### What is required
Please set down, unchanged, the line containing "middle dip: (92, 97)" and all the lines that follow it until the data below ends.

### Data section
▼▼▼
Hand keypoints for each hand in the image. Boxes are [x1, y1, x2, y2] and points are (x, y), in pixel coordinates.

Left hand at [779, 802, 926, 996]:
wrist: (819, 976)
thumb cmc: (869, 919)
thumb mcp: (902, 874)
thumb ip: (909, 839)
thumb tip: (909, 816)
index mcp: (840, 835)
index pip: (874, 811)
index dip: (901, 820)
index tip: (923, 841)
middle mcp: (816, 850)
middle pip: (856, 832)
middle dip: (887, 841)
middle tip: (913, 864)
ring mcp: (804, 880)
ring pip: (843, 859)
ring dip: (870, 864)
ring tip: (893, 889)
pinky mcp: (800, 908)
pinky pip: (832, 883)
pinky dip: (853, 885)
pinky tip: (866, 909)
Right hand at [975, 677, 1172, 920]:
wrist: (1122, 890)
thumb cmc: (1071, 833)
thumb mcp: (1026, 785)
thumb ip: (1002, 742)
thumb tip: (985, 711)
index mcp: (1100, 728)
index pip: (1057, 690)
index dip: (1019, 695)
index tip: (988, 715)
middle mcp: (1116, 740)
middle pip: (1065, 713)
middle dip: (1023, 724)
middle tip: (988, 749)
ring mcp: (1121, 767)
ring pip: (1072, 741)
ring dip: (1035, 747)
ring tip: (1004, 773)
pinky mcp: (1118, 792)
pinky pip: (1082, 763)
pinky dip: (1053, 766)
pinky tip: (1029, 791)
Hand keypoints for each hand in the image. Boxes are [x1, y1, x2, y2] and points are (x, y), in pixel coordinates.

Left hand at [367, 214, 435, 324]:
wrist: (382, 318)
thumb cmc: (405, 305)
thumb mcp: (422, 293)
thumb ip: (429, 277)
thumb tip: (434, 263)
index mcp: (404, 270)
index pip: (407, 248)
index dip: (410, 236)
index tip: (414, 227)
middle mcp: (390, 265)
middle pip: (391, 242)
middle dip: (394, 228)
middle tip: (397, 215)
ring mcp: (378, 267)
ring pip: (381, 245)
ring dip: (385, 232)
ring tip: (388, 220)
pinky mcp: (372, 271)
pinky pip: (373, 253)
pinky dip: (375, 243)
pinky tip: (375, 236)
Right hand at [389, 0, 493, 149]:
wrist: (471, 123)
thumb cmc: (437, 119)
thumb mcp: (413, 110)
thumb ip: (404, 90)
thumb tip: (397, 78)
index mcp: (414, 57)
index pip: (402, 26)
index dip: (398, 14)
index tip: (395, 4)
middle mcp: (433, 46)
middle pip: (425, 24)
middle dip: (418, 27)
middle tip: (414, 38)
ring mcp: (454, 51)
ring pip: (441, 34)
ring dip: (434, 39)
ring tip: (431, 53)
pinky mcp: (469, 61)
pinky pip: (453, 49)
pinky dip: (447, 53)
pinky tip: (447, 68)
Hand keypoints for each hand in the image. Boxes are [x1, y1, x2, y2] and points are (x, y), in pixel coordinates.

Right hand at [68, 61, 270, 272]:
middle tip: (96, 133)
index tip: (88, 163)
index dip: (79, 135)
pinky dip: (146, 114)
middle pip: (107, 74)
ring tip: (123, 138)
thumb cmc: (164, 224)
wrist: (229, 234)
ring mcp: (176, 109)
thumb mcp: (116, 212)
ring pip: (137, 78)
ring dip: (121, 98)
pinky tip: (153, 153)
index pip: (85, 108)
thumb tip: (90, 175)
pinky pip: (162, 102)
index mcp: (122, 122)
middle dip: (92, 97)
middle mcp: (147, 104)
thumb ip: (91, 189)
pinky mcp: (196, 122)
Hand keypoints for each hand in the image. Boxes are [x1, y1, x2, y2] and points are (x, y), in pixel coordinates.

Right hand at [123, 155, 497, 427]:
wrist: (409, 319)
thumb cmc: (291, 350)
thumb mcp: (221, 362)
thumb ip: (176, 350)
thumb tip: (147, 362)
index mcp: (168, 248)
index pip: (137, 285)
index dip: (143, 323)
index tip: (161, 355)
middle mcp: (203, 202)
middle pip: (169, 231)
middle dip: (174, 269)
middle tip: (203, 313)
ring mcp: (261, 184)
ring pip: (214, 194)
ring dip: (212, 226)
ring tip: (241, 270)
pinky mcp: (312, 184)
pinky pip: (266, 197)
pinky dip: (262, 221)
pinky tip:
▲▲▲
### Output of the task
middle dip: (92, 97)
middle mcp: (147, 104)
thumb ip: (91, 189)
pinky mcp: (196, 122)
Hand keypoints for each hand in the image. Boxes are [x1, y1, x2, y2] and points are (x, y), in pixel coordinates.

Right hand at [123, 155, 497, 427]:
wrist: (409, 319)
thumb cmc: (291, 350)
thumb mcp: (221, 362)
thumb ip: (176, 350)
thumb tip: (147, 362)
index mcp: (168, 248)
index pip: (137, 285)
index dip: (143, 323)
index tip: (161, 355)
middle mcp: (203, 202)
middle pip: (169, 231)
middle dip: (174, 269)
middle tip: (203, 313)
ring mcp: (261, 184)
ring pip: (214, 194)
ring dip: (212, 226)
ring tip: (241, 270)
pinky mcp: (312, 184)
pinky pip: (266, 197)
pinky dip: (262, 221)
pinky tip:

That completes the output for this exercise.